=== TASK MATERIAL ===

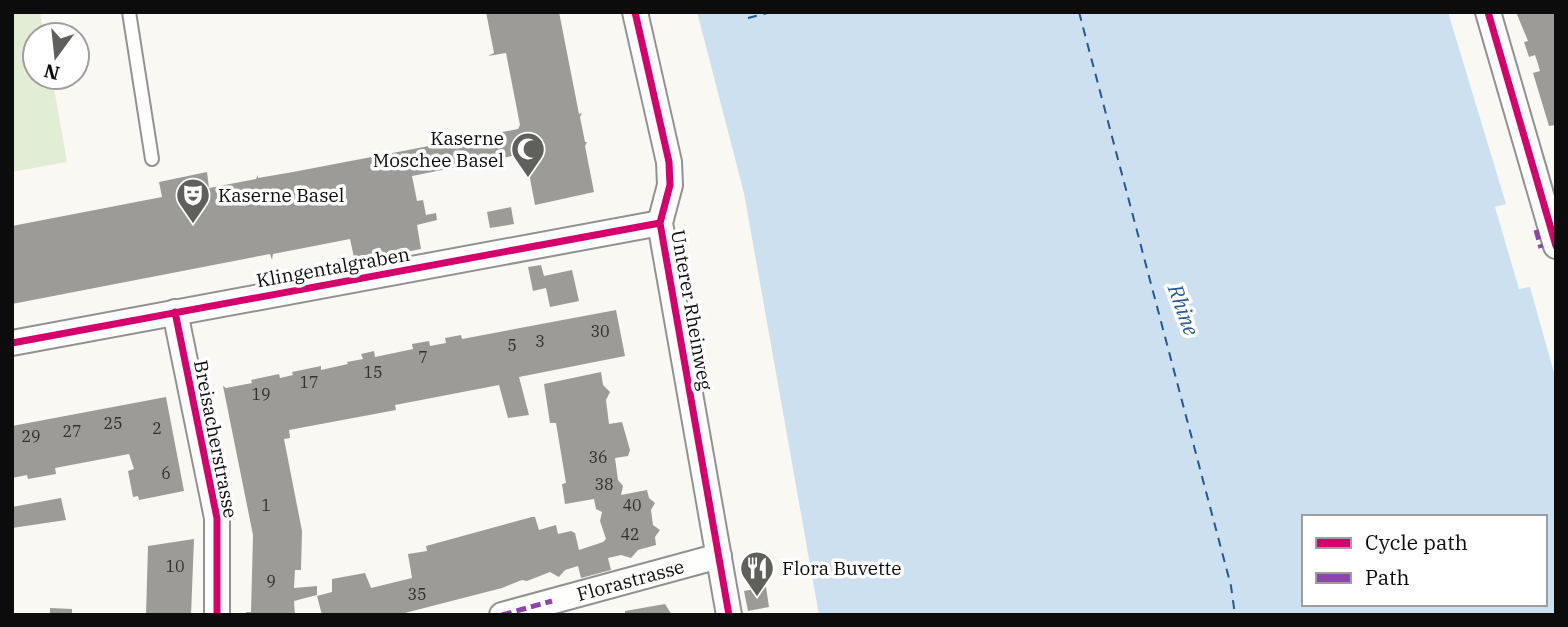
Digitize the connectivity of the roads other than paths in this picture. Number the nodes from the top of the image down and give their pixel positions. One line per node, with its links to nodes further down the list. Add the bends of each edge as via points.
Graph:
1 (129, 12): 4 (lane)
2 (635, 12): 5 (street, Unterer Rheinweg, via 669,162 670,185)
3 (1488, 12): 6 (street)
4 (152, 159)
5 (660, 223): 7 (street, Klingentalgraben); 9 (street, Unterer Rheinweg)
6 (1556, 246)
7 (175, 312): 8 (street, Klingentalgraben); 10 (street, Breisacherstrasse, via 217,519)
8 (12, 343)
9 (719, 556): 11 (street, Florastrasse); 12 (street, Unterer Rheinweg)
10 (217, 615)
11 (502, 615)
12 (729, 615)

===
=== TASK MATERIAL ===

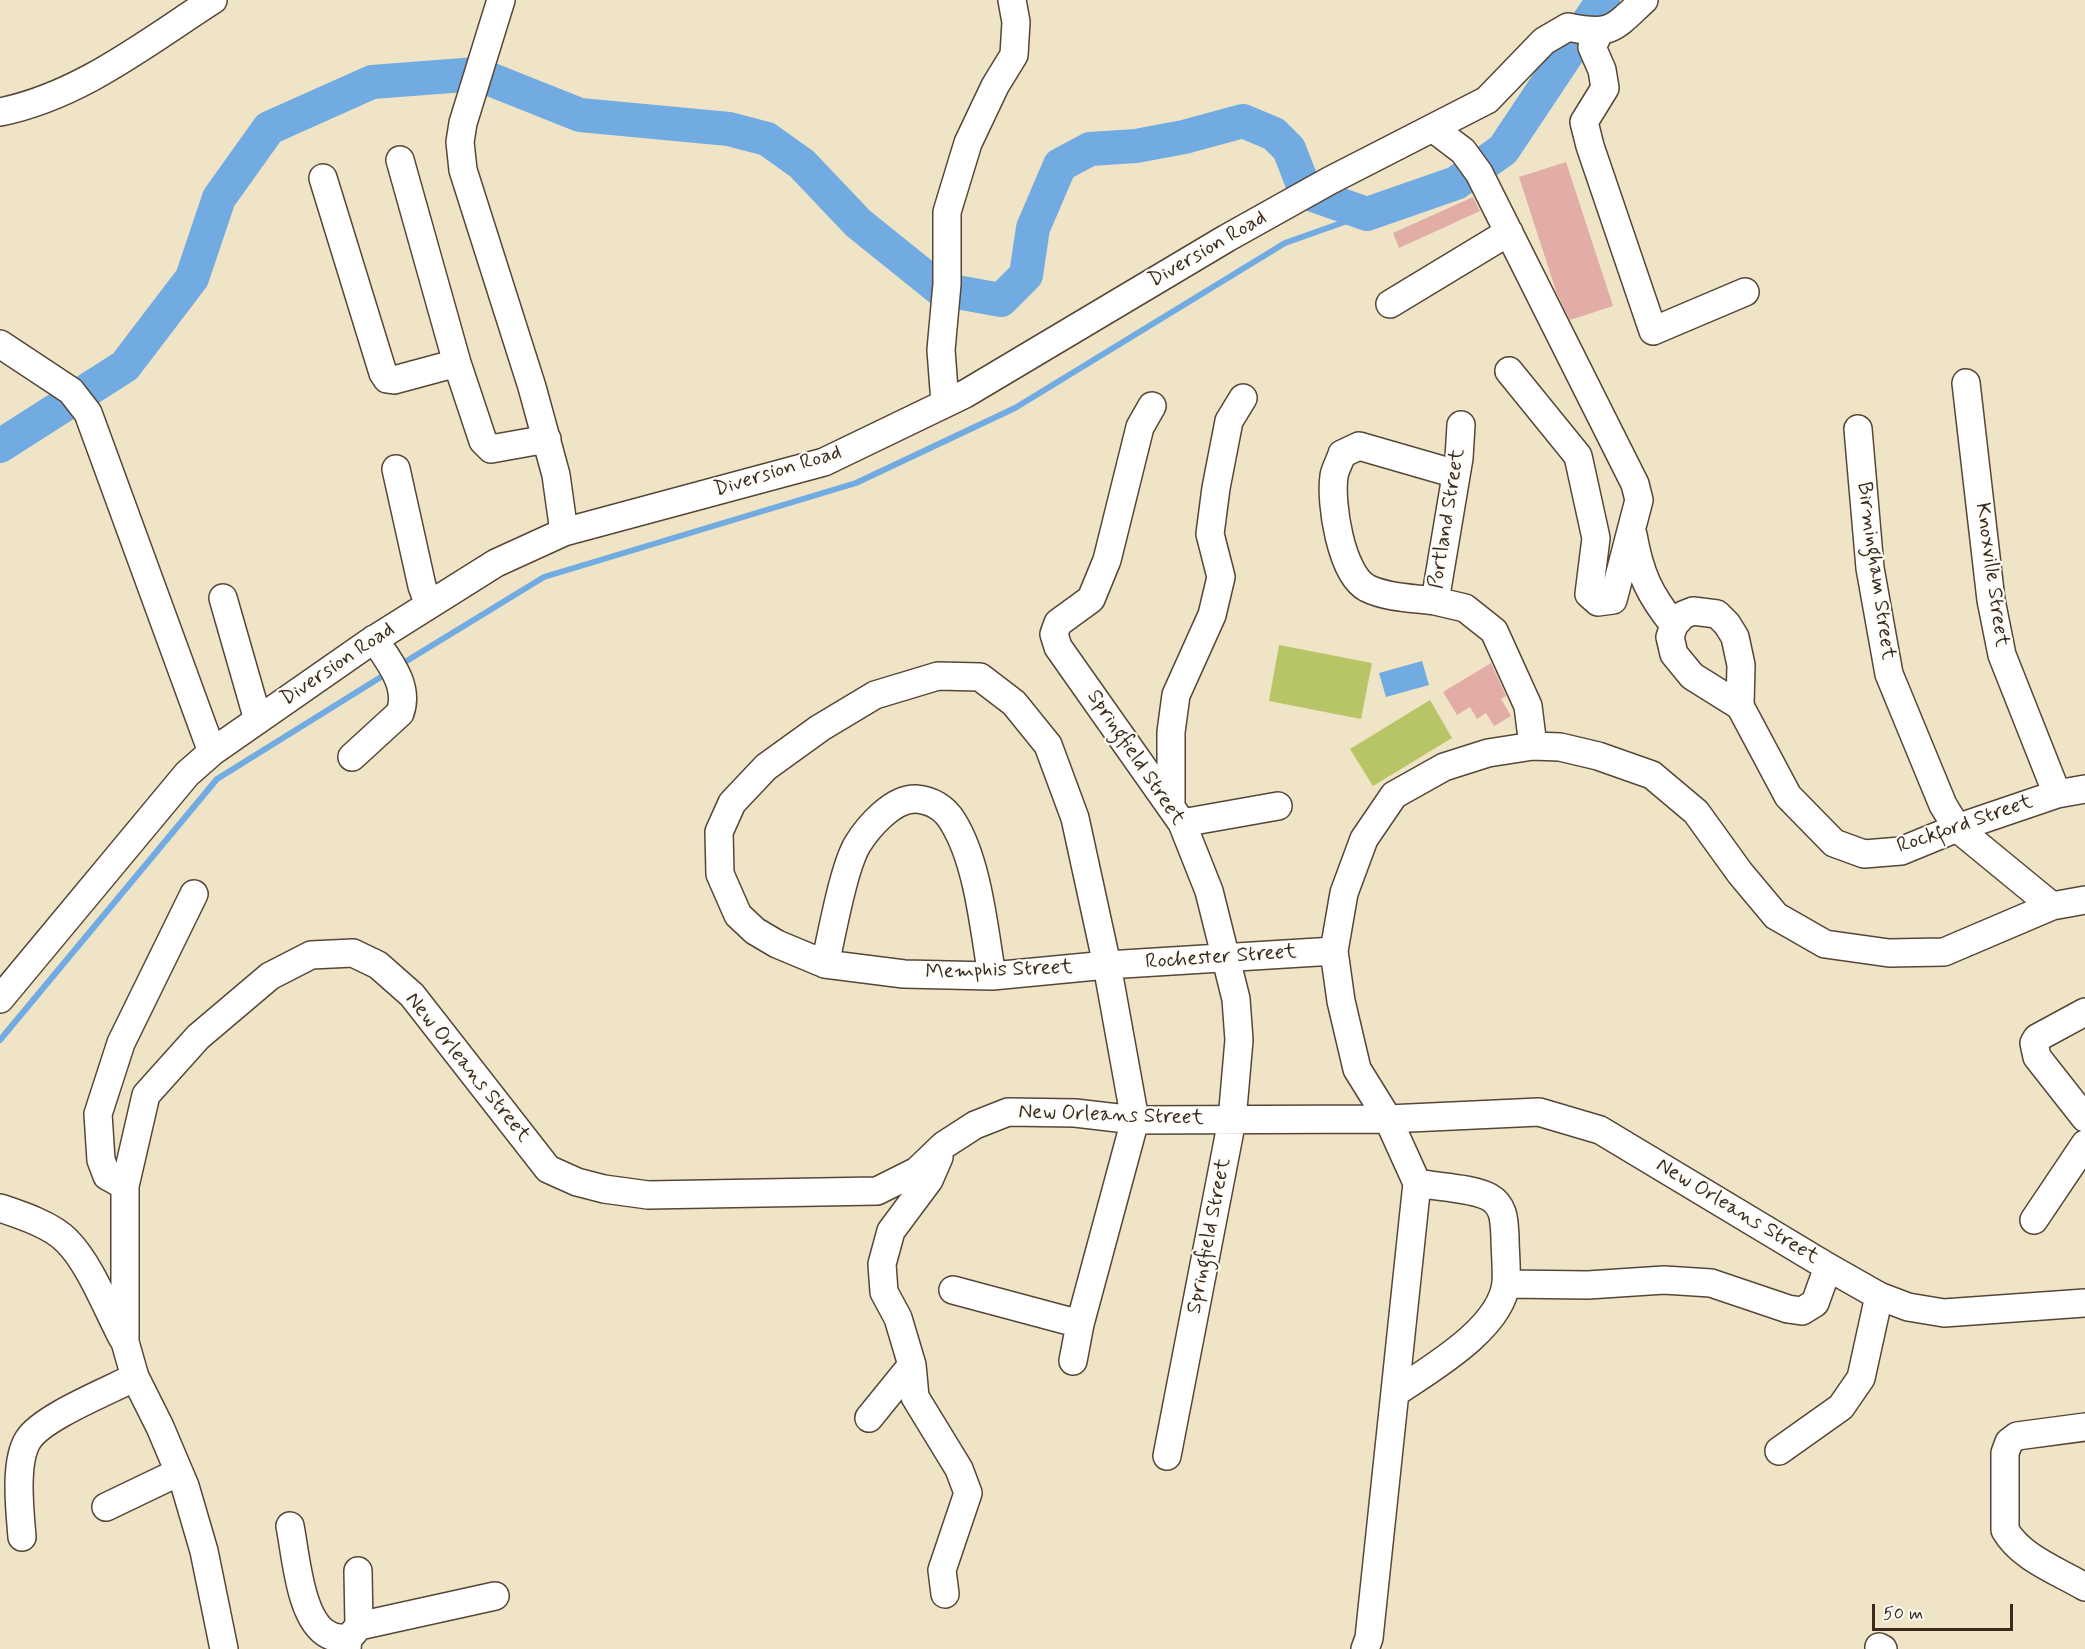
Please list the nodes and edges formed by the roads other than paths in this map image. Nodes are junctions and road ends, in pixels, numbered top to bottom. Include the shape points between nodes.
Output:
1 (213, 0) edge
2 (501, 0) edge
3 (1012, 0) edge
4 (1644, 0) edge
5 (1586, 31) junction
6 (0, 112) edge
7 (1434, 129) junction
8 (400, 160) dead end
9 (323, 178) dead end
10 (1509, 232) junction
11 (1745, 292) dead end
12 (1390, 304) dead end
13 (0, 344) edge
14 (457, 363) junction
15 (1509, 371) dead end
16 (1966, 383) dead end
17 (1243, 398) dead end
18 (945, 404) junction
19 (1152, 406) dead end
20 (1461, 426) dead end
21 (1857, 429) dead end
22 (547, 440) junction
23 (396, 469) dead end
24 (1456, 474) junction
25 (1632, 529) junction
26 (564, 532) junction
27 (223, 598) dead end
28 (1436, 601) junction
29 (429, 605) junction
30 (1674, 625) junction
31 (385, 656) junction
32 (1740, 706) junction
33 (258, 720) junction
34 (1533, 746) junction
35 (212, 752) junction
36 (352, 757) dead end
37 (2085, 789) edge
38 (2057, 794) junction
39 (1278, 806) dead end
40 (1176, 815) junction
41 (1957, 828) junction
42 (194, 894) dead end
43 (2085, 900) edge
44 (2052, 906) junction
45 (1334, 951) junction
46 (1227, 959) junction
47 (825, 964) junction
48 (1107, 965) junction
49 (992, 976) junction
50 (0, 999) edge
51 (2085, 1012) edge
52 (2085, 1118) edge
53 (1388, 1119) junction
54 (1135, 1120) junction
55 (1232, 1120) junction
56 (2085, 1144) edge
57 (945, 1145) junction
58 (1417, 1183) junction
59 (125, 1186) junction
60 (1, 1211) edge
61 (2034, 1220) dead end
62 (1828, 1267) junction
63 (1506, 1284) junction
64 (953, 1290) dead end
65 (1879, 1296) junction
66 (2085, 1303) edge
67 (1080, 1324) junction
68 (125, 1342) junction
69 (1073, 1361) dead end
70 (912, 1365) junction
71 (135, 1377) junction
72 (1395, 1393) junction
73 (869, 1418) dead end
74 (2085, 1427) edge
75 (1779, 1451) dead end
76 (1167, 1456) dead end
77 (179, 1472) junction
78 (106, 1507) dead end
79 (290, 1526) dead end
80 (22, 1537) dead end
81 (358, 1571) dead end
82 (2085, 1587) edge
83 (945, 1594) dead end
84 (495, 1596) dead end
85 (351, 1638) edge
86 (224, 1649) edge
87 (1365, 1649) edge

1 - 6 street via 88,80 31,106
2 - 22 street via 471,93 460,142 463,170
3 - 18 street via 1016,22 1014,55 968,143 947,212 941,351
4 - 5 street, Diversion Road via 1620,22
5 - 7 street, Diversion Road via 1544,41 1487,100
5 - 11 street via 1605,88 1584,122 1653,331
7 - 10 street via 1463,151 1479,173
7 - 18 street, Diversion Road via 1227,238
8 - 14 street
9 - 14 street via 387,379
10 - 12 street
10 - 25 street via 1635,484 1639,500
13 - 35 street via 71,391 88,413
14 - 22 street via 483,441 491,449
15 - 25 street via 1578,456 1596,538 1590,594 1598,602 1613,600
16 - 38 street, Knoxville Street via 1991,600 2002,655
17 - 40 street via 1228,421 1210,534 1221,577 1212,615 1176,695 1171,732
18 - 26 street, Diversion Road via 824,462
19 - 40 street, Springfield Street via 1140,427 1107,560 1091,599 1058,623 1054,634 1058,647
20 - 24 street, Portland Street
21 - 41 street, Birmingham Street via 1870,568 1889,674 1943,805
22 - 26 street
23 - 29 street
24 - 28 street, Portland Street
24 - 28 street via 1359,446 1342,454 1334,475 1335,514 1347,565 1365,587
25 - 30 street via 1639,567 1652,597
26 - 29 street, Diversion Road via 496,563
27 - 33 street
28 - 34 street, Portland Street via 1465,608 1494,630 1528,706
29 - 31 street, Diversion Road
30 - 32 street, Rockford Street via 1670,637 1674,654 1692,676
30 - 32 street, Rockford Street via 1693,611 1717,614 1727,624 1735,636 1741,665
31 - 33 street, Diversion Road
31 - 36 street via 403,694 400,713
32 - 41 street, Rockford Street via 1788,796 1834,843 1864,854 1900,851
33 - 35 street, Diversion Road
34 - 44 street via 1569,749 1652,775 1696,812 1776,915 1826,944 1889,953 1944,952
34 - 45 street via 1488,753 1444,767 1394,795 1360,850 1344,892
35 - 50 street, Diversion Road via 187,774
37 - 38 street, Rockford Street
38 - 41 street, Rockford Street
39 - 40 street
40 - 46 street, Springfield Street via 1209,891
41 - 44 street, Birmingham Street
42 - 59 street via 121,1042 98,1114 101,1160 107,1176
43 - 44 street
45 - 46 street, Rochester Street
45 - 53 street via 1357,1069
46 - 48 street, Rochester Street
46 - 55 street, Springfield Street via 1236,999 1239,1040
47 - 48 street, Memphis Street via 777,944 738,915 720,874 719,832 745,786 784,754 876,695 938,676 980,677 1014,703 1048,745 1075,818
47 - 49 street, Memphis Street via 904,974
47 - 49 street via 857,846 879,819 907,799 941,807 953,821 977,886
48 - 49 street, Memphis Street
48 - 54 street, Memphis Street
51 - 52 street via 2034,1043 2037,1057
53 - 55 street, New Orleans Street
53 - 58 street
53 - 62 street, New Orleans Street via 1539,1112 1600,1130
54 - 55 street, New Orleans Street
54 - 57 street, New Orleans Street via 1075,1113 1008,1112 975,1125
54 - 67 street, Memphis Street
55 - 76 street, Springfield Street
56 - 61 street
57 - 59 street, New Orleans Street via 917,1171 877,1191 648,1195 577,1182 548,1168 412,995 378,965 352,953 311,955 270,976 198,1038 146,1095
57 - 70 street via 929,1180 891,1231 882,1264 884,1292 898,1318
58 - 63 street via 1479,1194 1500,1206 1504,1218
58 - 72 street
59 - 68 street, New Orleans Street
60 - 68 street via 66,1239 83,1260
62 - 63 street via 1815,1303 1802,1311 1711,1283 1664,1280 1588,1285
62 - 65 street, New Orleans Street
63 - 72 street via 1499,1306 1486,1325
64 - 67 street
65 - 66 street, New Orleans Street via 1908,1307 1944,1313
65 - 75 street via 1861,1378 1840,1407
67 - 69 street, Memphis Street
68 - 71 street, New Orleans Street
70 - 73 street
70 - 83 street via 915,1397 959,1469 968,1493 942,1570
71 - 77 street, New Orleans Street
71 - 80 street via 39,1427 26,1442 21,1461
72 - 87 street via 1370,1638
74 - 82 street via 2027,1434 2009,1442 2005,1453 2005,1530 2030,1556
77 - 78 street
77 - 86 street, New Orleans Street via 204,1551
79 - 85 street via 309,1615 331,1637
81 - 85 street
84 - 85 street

===
=== TASK MATERIAL ===

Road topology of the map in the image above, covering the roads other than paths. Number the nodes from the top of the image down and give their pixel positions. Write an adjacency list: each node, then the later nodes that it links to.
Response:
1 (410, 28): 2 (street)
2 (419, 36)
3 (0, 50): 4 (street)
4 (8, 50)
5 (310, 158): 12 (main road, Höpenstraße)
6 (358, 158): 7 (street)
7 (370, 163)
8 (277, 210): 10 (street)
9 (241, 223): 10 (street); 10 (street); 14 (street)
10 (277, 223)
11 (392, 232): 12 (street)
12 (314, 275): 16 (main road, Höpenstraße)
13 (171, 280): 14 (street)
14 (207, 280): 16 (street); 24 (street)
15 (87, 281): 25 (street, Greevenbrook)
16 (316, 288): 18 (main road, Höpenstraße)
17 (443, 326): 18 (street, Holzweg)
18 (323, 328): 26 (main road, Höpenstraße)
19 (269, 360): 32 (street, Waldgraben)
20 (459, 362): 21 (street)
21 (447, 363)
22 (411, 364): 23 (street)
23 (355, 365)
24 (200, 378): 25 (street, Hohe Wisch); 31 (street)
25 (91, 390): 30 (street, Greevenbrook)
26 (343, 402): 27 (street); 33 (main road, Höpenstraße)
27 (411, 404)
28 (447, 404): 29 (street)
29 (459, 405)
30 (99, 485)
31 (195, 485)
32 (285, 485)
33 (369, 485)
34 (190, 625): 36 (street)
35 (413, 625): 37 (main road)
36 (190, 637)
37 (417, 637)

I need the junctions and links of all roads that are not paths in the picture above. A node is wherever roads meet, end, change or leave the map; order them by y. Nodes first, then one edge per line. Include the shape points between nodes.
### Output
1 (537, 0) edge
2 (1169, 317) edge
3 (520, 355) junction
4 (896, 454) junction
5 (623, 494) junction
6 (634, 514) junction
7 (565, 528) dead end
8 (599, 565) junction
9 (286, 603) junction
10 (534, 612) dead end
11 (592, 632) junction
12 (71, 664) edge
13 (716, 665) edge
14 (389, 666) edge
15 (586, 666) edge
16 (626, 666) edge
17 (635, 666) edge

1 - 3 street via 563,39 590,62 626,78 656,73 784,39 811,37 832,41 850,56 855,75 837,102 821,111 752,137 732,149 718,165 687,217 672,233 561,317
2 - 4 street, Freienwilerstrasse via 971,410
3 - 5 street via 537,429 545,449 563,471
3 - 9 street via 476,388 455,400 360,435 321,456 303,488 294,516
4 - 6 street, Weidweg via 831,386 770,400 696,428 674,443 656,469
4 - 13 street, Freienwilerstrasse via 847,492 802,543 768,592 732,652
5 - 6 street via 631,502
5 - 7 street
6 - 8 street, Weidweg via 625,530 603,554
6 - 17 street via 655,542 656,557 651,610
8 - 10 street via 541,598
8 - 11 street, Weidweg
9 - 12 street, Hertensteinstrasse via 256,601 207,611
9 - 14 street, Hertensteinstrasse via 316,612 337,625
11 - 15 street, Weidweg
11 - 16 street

===

TASK STATEMENT – Looking through the records, copy out every line in which the word "positions" is found.

RESULT OF THIS TASK –
Digitize the connectivity of the roads other than paths in this picture. Number the nodes from the top of the image down and give their pixel positions. One line per node, with its links to nodes further down the list. Add the bends of each edge as via points.
Road topology of the map in the image above, covering the roads other than paths. Number the nodes from the top of the image down and give their pixel positions. Write an adjacency list: each node, then the later nodes that it links to.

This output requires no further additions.